Anyway, on to the nitpicking:
Commercial buffalo hunters and other people who shot for a living routinely handloaded, but for big stuff like the .50-120. That wasn’t the norm for other loads. True, bullets were unjacketed, but most pistol ammunition was factory loaded and there wasn’t much handloading for those cartridges. After 1875, most manufacturers chambered handguns for ammunition designed for the Winchester Model '73, so I’m specifically including things like the .44-40, .38-40, and .32-20.
True, blackpowder is a crappy propellant, but in this case that’s an advantage. You have to use a lot more blackpowder than modern nitro powders to get the same ballistic results. The difference between 17.5 and 18 grains of Hodgdon’s Clays is much bigger than the difference between 39.5 and 40.0 grains of blackpowder.

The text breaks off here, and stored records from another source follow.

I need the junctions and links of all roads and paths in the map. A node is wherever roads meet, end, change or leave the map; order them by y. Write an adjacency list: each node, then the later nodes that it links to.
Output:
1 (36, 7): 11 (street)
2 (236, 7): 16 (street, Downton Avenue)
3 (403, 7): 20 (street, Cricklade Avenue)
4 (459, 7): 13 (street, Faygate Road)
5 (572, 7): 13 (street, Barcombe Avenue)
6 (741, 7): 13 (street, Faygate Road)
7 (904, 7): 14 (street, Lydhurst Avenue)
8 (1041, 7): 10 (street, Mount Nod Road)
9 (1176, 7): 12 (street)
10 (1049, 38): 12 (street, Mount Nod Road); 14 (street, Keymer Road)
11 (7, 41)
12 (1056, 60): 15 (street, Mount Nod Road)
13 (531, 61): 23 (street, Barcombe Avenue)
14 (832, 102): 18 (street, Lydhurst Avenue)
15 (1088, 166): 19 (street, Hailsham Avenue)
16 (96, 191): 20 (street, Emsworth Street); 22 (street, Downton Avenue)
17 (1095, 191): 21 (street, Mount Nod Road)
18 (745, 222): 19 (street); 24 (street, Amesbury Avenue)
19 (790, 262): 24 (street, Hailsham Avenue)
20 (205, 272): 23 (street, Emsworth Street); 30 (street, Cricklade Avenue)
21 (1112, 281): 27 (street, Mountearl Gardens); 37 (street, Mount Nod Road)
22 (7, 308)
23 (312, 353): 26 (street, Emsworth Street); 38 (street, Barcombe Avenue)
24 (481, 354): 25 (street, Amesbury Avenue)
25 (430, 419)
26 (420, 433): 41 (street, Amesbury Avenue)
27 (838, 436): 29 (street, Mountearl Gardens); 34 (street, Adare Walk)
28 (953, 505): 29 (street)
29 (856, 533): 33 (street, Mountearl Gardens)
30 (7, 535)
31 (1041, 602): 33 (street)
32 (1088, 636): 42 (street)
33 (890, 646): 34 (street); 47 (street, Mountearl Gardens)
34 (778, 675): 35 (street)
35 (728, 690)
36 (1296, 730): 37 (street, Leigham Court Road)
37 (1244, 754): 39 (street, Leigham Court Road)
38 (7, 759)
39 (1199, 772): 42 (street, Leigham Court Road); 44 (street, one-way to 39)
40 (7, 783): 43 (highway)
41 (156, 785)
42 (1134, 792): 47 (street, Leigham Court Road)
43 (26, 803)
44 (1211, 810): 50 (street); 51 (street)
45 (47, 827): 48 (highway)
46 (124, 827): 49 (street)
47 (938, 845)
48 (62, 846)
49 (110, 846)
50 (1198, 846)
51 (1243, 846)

Not exactly. The difference in barrel length (for say, a Colt SAA and a Win '73, both in .44 Win.) gives you more muzzle velocity and a longer sight radius in the longer barrel. That’s your accuracy advantage. Spin is spin, and you only have to rifle the full length of a rifle barrel to keep the gas seal (again, we’re talking blackpowder). The actual angular velocity on the bullet is the same whether it comes out of a 4.5" barrel or a 24" one.
Like I said, nitpicks.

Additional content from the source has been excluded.